Chief Constable John Boutcher, head of the Police Service of Northern Ireland (PSNI), blamed the violence on “racists and bigots” and warned: “We will come after you. We will arrest you. We will prosecute you successfully.”
The force has been releasing images of suspects to the public, and the Stormont government is said to be considering fast-track courts to act as a deterrent.
Outside Belfast City Hall yesterday several hundred people gathered in the rain for a United Against Racism rally. Other demonstrations have taken place or are planned across the country. Participants carried placards and chanted: “No hate, no fear, refugees are welcome here,” and “When migrant rights are under attack, what do we do? Stand up, fight back.”
Speaking at the rally, Patrick Corrigan, Amnesty International director for Northern Ireland, said the violence over the course of the week had been “driven by racist lies and misinformation”
“Too many of our politicians have fanned the flames of racism rather than put it out this week when they have conflated immigration and migrants with crime and pressure on public services. It is untrue and dangerous in a climate where people are weaponising those sorts of lies.”
Home Office figures to the end of March this year showed that, across Northern Ireland, 2,637 people were in receipt of asylum support.
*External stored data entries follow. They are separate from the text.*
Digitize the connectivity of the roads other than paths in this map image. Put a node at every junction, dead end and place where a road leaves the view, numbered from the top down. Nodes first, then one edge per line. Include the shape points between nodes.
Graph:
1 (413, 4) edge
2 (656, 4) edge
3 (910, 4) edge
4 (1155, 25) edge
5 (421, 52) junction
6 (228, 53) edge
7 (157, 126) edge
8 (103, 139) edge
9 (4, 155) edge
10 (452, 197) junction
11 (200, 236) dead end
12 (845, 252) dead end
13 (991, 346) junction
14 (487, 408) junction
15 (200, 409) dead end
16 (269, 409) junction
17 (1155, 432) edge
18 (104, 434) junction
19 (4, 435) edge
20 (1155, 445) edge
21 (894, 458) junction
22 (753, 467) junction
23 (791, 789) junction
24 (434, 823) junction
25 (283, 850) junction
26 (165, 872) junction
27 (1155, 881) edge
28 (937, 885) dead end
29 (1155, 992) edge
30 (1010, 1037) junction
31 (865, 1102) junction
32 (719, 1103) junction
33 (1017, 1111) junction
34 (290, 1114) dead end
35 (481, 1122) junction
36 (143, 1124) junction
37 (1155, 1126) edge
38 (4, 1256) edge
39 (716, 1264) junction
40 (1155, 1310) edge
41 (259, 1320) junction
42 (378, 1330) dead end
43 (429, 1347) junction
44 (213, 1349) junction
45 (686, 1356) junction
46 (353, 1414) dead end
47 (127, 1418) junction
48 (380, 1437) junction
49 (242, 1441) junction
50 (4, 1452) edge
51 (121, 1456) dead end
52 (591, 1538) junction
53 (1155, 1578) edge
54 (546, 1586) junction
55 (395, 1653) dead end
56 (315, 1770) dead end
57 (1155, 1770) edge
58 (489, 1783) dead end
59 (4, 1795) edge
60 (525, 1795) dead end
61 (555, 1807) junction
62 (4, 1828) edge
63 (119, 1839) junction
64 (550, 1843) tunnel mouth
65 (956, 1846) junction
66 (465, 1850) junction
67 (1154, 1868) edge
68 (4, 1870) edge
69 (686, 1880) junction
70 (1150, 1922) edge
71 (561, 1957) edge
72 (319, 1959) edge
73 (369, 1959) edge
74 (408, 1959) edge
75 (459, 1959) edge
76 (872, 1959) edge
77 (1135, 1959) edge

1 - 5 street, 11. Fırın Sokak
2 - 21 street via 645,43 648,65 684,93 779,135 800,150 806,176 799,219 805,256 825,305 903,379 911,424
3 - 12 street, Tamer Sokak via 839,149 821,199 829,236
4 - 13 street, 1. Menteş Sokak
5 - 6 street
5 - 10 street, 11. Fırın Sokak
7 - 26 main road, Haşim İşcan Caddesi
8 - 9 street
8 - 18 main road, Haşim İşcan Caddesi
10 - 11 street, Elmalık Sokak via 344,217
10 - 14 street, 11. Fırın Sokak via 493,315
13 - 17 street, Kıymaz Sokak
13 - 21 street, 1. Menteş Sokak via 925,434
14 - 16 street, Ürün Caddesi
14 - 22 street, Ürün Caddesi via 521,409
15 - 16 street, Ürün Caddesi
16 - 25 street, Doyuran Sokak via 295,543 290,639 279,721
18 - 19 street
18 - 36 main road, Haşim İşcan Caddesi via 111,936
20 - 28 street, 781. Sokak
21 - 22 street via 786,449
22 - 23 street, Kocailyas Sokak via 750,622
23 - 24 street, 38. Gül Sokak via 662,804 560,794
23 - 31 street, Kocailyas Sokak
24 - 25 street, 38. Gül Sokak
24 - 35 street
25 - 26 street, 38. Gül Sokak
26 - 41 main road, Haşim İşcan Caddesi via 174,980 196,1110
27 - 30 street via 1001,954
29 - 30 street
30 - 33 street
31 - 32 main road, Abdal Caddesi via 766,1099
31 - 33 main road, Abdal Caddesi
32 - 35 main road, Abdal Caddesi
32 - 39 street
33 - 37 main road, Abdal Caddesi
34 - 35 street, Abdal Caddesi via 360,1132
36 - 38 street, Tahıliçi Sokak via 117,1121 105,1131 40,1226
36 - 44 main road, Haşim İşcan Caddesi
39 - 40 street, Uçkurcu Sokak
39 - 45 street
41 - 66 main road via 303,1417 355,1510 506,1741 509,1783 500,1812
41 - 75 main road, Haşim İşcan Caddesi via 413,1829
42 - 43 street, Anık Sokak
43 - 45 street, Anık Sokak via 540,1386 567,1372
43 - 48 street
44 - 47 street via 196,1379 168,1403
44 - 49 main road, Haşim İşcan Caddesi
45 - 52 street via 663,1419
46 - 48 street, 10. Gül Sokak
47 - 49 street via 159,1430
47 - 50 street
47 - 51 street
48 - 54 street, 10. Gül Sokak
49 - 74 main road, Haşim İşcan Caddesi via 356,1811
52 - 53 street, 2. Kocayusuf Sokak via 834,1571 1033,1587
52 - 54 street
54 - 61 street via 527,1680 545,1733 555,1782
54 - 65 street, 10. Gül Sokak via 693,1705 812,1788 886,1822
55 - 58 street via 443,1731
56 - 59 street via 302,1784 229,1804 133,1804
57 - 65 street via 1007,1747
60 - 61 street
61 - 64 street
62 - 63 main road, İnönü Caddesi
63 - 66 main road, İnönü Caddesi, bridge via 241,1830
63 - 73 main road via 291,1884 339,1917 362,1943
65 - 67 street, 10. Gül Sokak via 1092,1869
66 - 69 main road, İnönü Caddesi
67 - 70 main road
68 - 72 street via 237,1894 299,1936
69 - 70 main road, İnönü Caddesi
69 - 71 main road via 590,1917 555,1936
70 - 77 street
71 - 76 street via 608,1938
There are no asylum seekers in Ballymena at all. The town’s population was 94% white when the last census was taken in 2021.
“We are so lucky this week that we have not already lost lives and, frankly, we are only a petrol bomb away from racially motivated murder,” Corrigan said.
The Northern Ireland Public Service Alliance deputy general secretary Patrick Mulholland told the crowd he was a native of Ballymena. He said: “Let me tell you this: they did not speak for the people of Ballymena. The thousands who protested against potential sex crimes, they spoke for Ballymena.”
‘I’ve heard nothing from community leaders to explain, justify or condemn what’s happening’
Hugh Orde, ex-PSNI chief
Women’s rights campaigners have also questioned where the public uproar is in cases where rape and sexual assault perpetrators are white. Claire Hanna, an SDLP MP, called the riots a “racist pogrom”, adding: “I campaign year-round on violence against women and girls and I don't see the same people who are exercised about it today campaigning with me.”
The familiar sight of armoured Land Rovers and officers in full riot gear out in force in the streets also raised concerns about the state of the PSNI.
As part of the 1998 Belfast Agreement, Lord Patten recommended that the force should have 7,500 officers with 2,500 in reserve. It currently stands at just under 6,400, with at least 1,000 on long-term sick leave. Hugh Orde, former head of PSNI, told The Observer: “Successive governments have failed to honour the Patten report. The force needs the support and the funding to do its job.”
He added that community leaders had shown “no sign of stepping up . ... I’ve heard nothing from any community leaders to explain, justify or, more importantly, condemn what’s happening.”
Jim Gamble, a former policeman who served in senior roles in Northern Ireland, said: “What we’re seeing is the result of poor politics, poor examples being set and a police service that’s doing the best that it can with very limited resources.”
He said that the areas affected indicated the “malign influence” of loyalist paramilitary groups either endorsing or allowing the violence to take place.
“I used to say we might have killed each other in the past but we’re very nice to strangers. I’m just not sure that’s true any more,” he added.
“In Northern Ireland historically, territory has been marked by painting kerbsides and by murals. But this is taking it to an entirely different extreme, when people feel they have got to put signs in their window so that they’re not going to be attacked.”